Behavioral evidence linking opioid-sensitive GABAergic neurons in the ventrolateral periaqueductal gray to morphine tolerance

Tolerance develops to the antinociceptive effects of morphine with repeated microinjections into the ventrolateral periaqueductal gray (PAG). This tolerance could be caused by adaptations within the PAG or anywhere along the descending pathway (rostral ventromedial medulla to spinal cord). If tolerance is caused by a change along the descending pathway, then tolerance should develop to direct activation of PAG output neurons. However, if tolerance is caused by a change to neurons within the PAG, then tolerance will not occur with repeated direct activation of PAG output neurons. This hypothesis was tested by assessing antinociception following repeated microinjections of the GABA antagonist bicuculline and the excitatory amino acid kainate into the ventrolateral PAG. Microinjection of bicuculline and kainate produces antinociception by disinhibition and direct excitation of ventrolateral PAG output neurons, respectively. Repeated administration of these drugs into the ventrolateral PAG produced antinociception with no evidence of tolerance. That is, the hot-plate latency and responsiveness to intraplantar formalin administration was comparable whether rats received the drug for the first or fifth time.

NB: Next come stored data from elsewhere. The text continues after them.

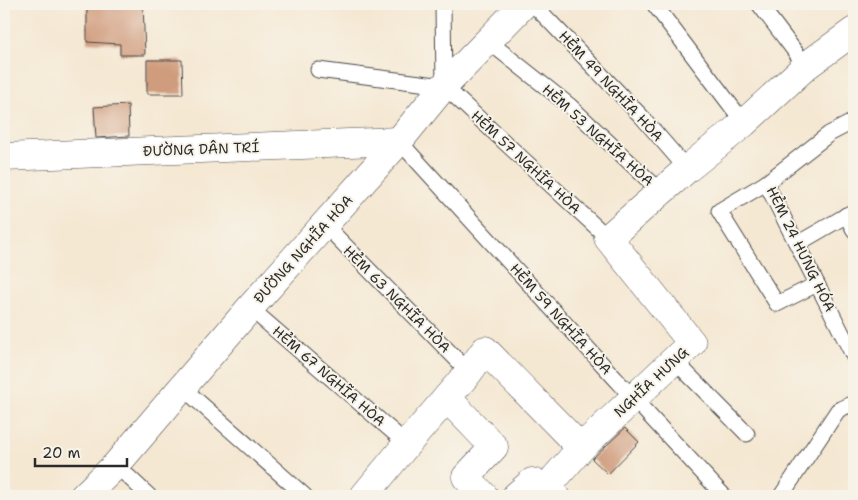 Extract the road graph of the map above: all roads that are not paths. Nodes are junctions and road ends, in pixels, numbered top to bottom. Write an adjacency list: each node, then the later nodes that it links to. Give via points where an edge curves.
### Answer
1 (443, 4): 10 (lane)
2 (524, 4): 7 (street, ĐƯỜNG NGHĨA HÒA)
3 (533, 4): 15 (lane, HẺM 49 NGHĨA HÒA, via 642,117)
4 (654, 4): 12 (lane)
5 (759, 4): 8 (lane)
6 (854, 31): 8 (street)
7 (488, 41): 10 (street, ĐƯỜNG NGHĨA HÒA); 17 (lane, HẺM 53 NGHĨA HÒA, via 570,106)
8 (806, 66): 12 (street)
9 (318, 70): 10 (lane)
10 (444, 86): 13 (street, ĐƯỜNG NGHĨA HÒA); 21 (lane, HẺM 57 NGHĨA HÒA)
11 (854, 122): 16 (lane, HẺM 24 HƯNG HÓA, via 829,134)
12 (744, 123): 15 (street)
13 (399, 142): 14 (street, ĐƯỜNG DÂN TRÍ); 19 (street, ĐƯỜNG NGHĨA HÒA); 30 (lane, HẺM 59 NGHĨA HÒA)
14 (4, 157)
15 (687, 169): 17 (street)
16 (766, 183): 22 (lane, HẺM 24 HƯNG HÓA); 23 (lane, via 719,211 777,304)
17 (661, 192): 21 (street)
18 (850, 213): 20 (lane); 22 (lane)
19 (324, 225): 24 (street, ĐƯỜNG NGHĨA HÒA); 27 (lane, HẺM 63 NGHĨA HÒA)
20 (854, 230)
21 (608, 238): 26 (street, NGHĨA HƯNG, via 692,343)
22 (796, 244): 23 (lane, HẺM 24 HƯNG HÓA)
23 (817, 284): 25 (lane, HẺM 24 HƯNG HÓA)
24 (250, 308): 28 (street, ĐƯỜNG NGHĨA HÒA); 33 (lane, HẺM 67 NGHĨA HÒA)
25 (854, 356)
26 (674, 360): 30 (street, NGHĨA HƯNG); 32 (lane)
27 (469, 372): 29 (street); 34 (street, via 485,350)
28 (183, 388): 35 (street, ĐƯỜNG NGHĨA HÒA); 39 (lane)
29 (447, 398): 33 (street); 41 (street, via 494,447 466,477)
30 (633, 398): 34 (street, NGHĨA HƯNG); 43 (lane, HẺM 59 NGHĨA HÒA)
31 (854, 403): 44 (lane, via 838,410)
32 (747, 434)
33 (407, 444): 40 (street)
34 (582, 448): 36 (street, NGHĨA HƯNG)
35 (116, 465): 37 (street, ĐƯỜNG NGHĨA HÒA); 38 (lane)
36 (551, 492): 42 (street, via 532,482)
37 (84, 496)
38 (148, 496)
39 (305, 496)
40 (364, 496)
41 (484, 496)
42 (516, 496)
43 (724, 496)
44 (781, 496) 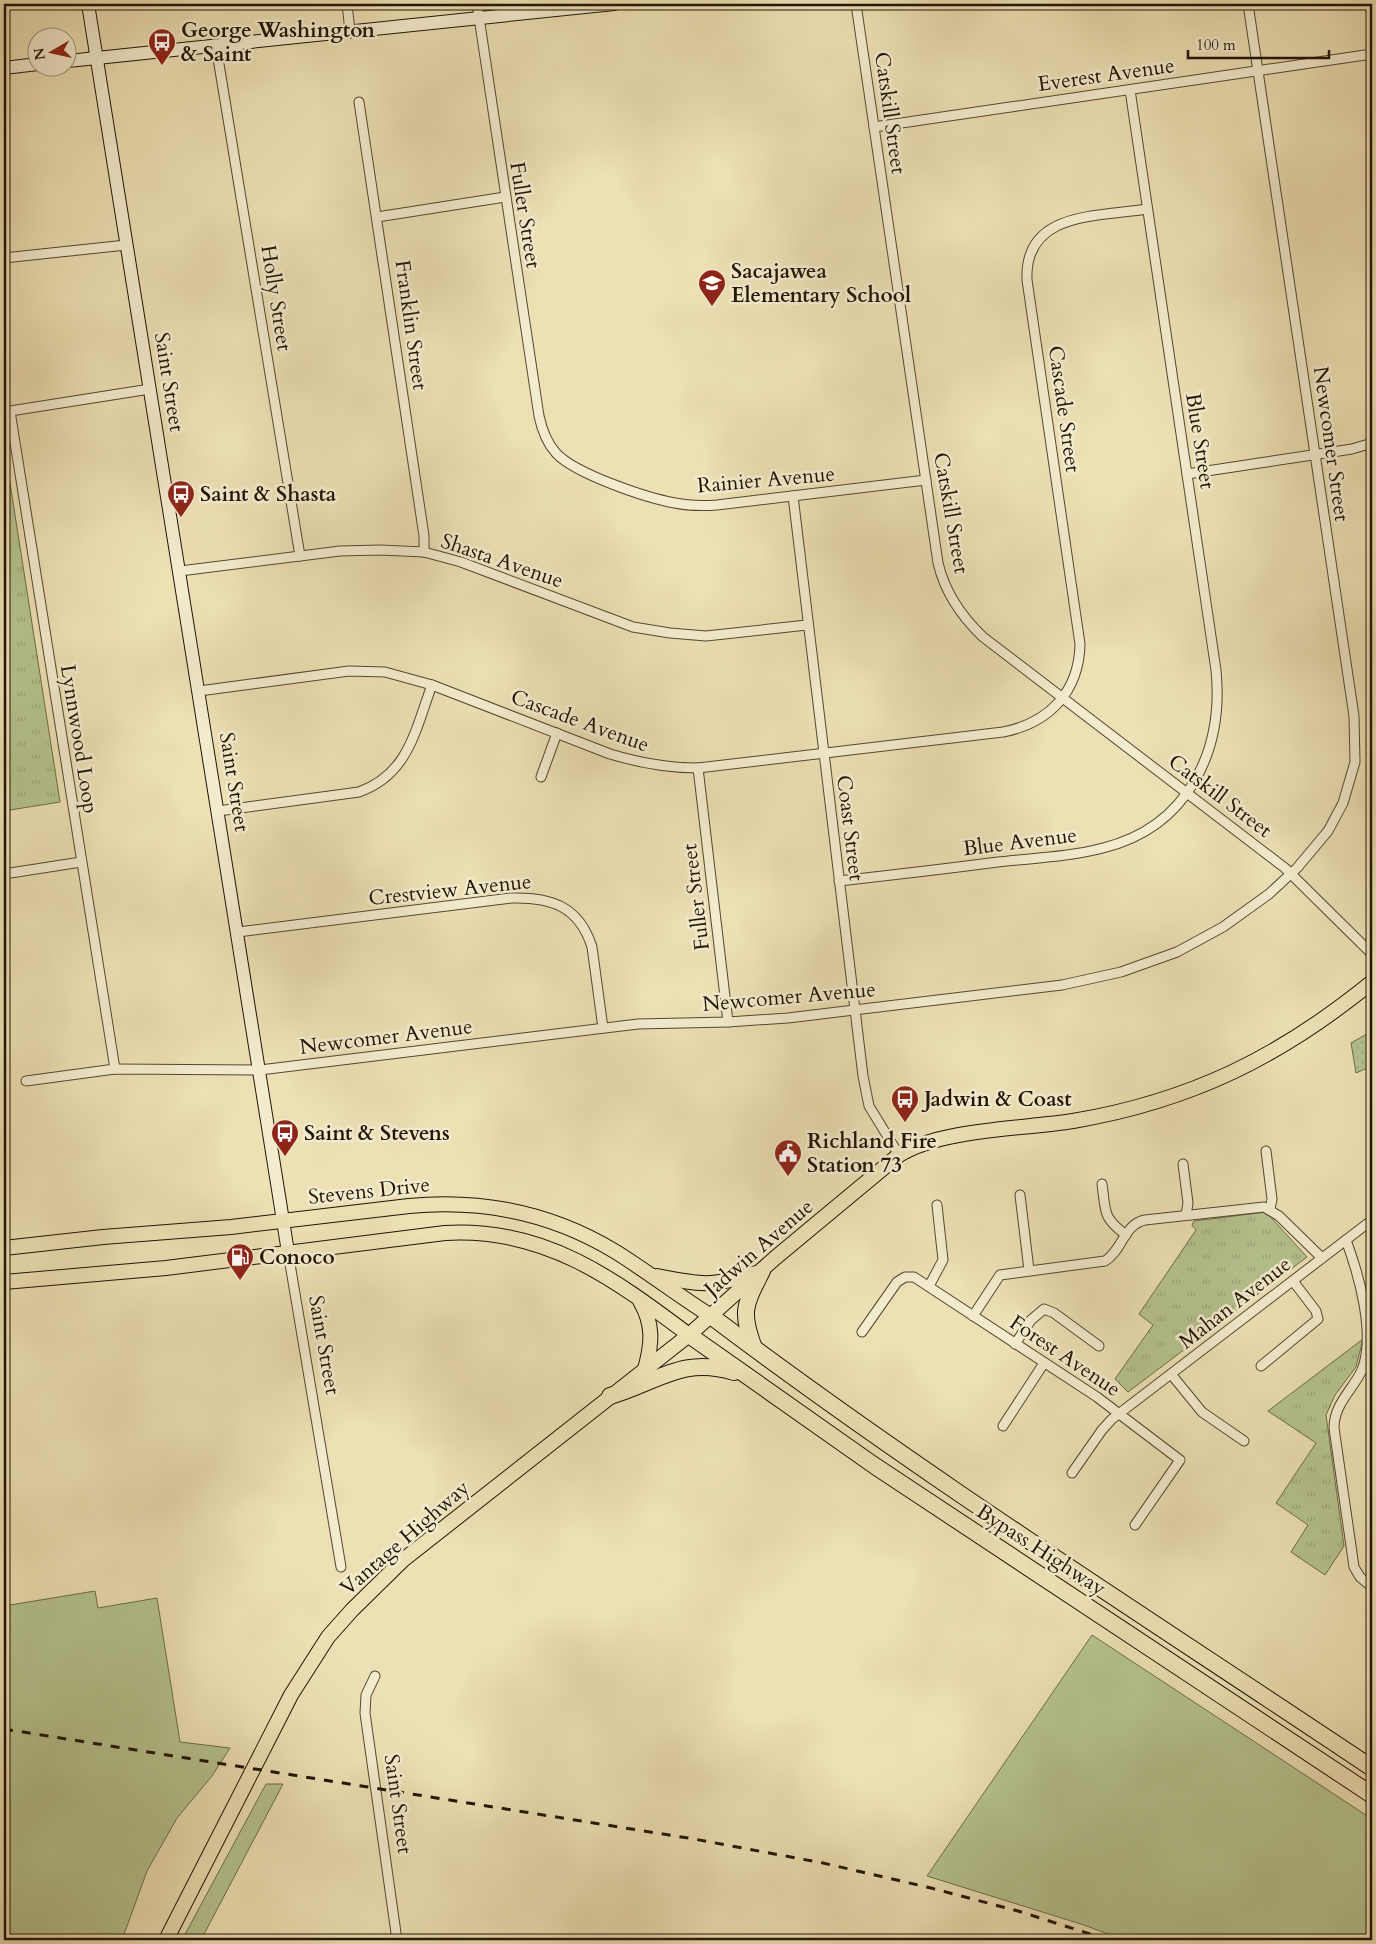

Moreover, microinjection of bicuculline or kainate produced comparable antinociception in rats pretreated with these drugs and saline-treated control rats.These data demonstrate that repeated activation of ventrolateral PAG output neurons is not sufficient to produce tolerance. Thus, tolerance must be caused by a change in neurons preceding output neurons in this circuit, presumably opioid-sensitive GABAergic neurons.